Ha! Well, I picked the guy I thought would be the best choice for me and it last 6 months! He was a certified player. Let’s just say I learned a lot after that and really internalized what my mentor said. Through experience, I later would come to understand exactly what true love and commitment really is and also what it is not. I would also come to realize that possible lifetime relationships could have “worked” with a lot of people, but there is a noticeable difference you find the one that works on more levels than just organic chemistry.

From dating to flirting, marriage, divorce, cheating, and everything in between, it is safe to say that “chemistry” lies at the center of it all. It is important, but it is not everything. In my opinion, there are five different kinds of chemistry: physical, mental, emotional, social, and spiritual. To some degree, a great relationship will have at least 3 or more and relationships with more “issues” will likely have fewer. I am aware that I am making a huge generalization here, but for the most part I think it is true.

Sometimes, however, once someone discovers they have “chemistry” with another person they are tempted to jump into a relationship without first considering all the other factors that make a person a good life partner. It is easy to become overly excited– or overly desperate (we have all been there)– in love and wrongfully allow “good chemistry” to make us…

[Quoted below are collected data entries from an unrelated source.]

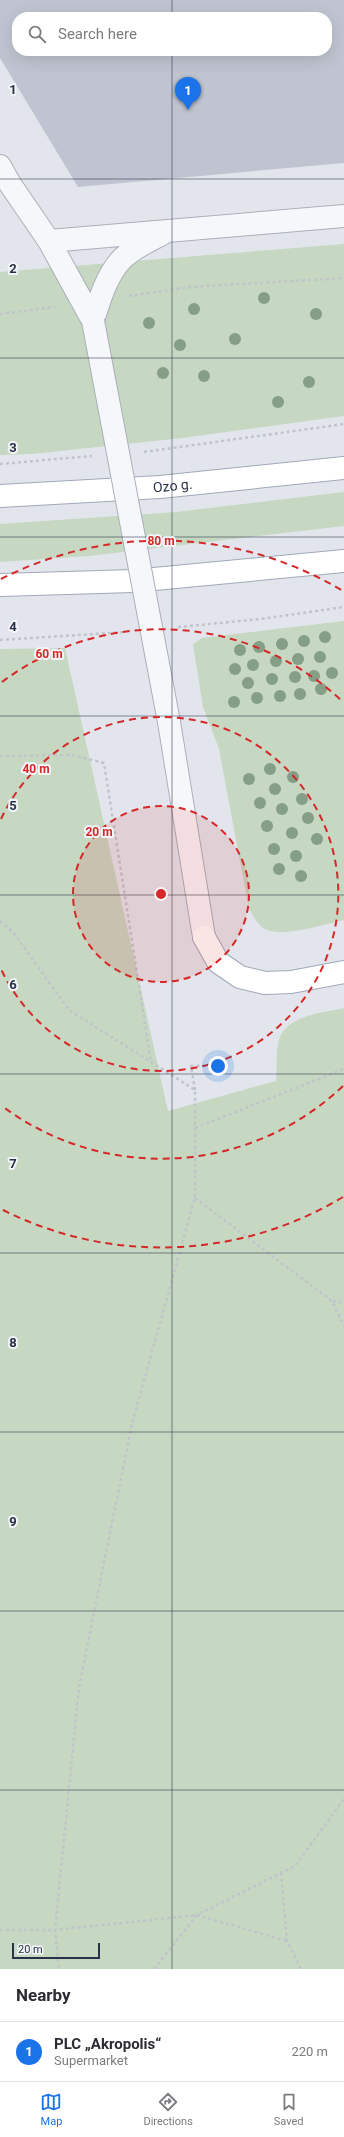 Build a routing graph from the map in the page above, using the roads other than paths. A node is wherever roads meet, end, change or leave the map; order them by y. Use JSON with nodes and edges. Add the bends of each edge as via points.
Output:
{"nodes":[{"id":1,"x":0,"y":166,"type":"edge"},
{"id":2,"x":344,"y":216,"type":"edge"},
{"id":3,"x":168,"y":230,"type":"junction"},
{"id":4,"x":48,"y":241,"type":"junction"},
{"id":5,"x":93,"y":321,"type":"junction"},
{"id":6,"x":344,"y":468,"type":"edge"},
{"id":7,"x":0,"y":496,"type":"edge"},
{"id":8,"x":344,"y":561,"type":"edge"},
{"id":9,"x":0,"y":585,"type":"edge"},
{"id":10,"x":204,"y":937,"type":"joint"},
{"id":11,"x":344,"y":972,"type":"edge"}],
"edges":[{"from":1,"to":4,"type":"street"},
{"from":2,"to":3,"type":"street"},
{"from":3,"to":4,"type":"street"},
{"from":3,"to":5,"type":"street","via":[[138,247],[122,260],[99,301]]},
{"from":4,"to":5,"type":"street"},
{"from":5,"to":10,"type":"street","bridge":true,"via":[[169,722]]},
{"from":6,"to":7,"type":"main road","name":"Ozo g.","via":[[160,487]]},
{"from":8,"to":9,"type":"main road","via":[[133,581]]},
{"from":10,"to":11,"type":"main road","via":[[218,962],[240,977],[265,983],[290,982]]}]} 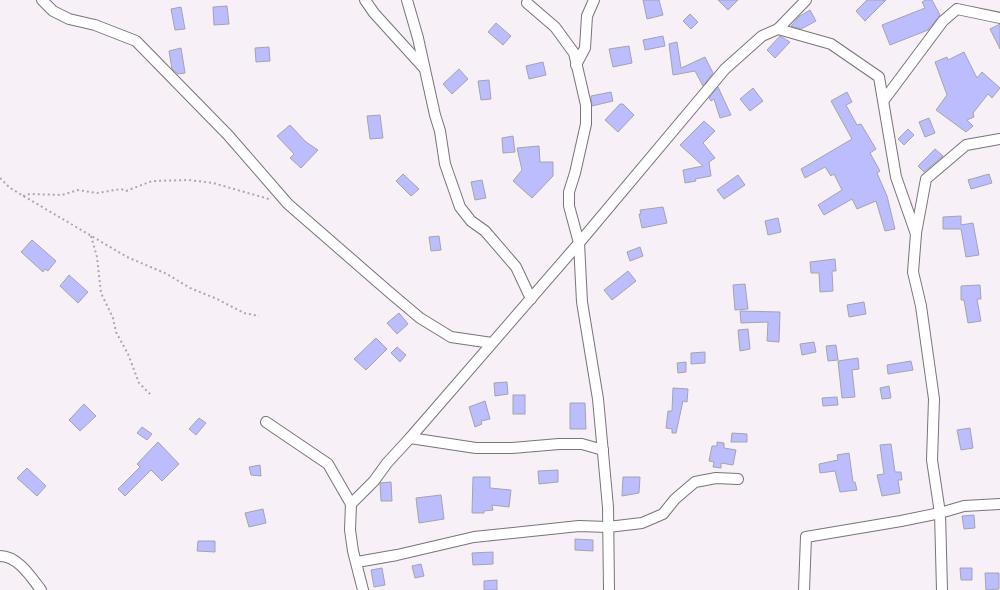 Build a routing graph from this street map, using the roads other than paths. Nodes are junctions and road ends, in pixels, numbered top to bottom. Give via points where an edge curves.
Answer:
1 (42, 0) edge
2 (365, 0) edge
3 (407, 0) edge
4 (594, 0) edge
5 (806, 0) edge
6 (527, 3) dead end
7 (1000, 18) edge
8 (778, 29) junction
9 (576, 65) junction
10 (424, 69) junction
11 (884, 100) junction
12 (1000, 139) edge
13 (916, 234) junction
14 (579, 243) junction
15 (531, 299) junction
16 (492, 343) junction
17 (266, 422) dead end
18 (410, 438) junction
19 (603, 450) junction
20 (738, 479) dead end
21 (351, 504) junction
22 (1000, 504) edge
23 (940, 513) junction
24 (608, 527) junction
25 (0, 556) edge
26 (357, 562) junction
27 (41, 590) edge
28 (364, 590) edge
29 (609, 590) edge
30 (804, 590) edge
31 (942, 590) edge

1 - 16 street via 53,11 69,19 95,25 136,41 228,135 288,204 420,318 451,337
2 - 10 street
3 - 10 street
4 - 9 street via 587,16 585,48
5 - 8 street
6 - 9 street via 564,37 574,53
7 - 11 street via 957,9 943,21
8 - 11 street via 831,44 879,77
8 - 14 street via 762,36 725,70
9 - 14 street via 586,105 586,124 569,192 569,206
10 - 15 street via 440,131 445,164 460,207 470,221 485,231 516,267
11 - 13 street via 896,177
12 - 13 street via 966,145 926,179
13 - 23 street via 913,272 921,306 934,399 932,460
14 - 15 street
14 - 19 street via 582,302 598,399
15 - 16 street
16 - 18 street
17 - 21 street via 328,464
18 - 19 street via 476,448 582,444
18 - 21 street
19 - 24 street
20 - 24 street via 716,478 695,482 675,499 663,514 642,523
21 - 26 street via 350,530
22 - 23 street via 964,506
23 - 30 street via 806,537
23 - 31 street
24 - 26 street via 579,526 474,537
24 - 29 street
25 - 27 street via 17,563
26 - 28 street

  • believe the relationship is “meant to be” causing us to put large amounts of energy into something that we should not be in to begin with.
  • try to force the person to change the negative aspects of their personality into what we desire since the chemistry “is so strong it must be meant to be.”
  • sit in silence and unhappiness about ways we are treated because we don’t want to lose that “great chemistry.”

All of the above are things NOT to do simply because you feel you have “good chemistry” with another person.

Good organic chemistry is lovely and necessary, but it should not translate into anyone being in a relationship that causes them to compromise their happiness, morals, or character. So in terms of “chemistry,” there is NOT room in your heart for everyone you have “chemistry” with. 

In my opinion and experience, in order to have a great relationship one must really consider more than chemistry as important. Choosing a life partner should include more “life” related things like how the person fits into your life purpose(s), what individual goals you each have, whether you are both confident and clear on/in your own identity, both of your work ethics and resiliency, and how flexible you both are to compromising as each individual person grows and changes.

Section 2: COMPROMISE

Is there room for the both of us [to be happy long-term]?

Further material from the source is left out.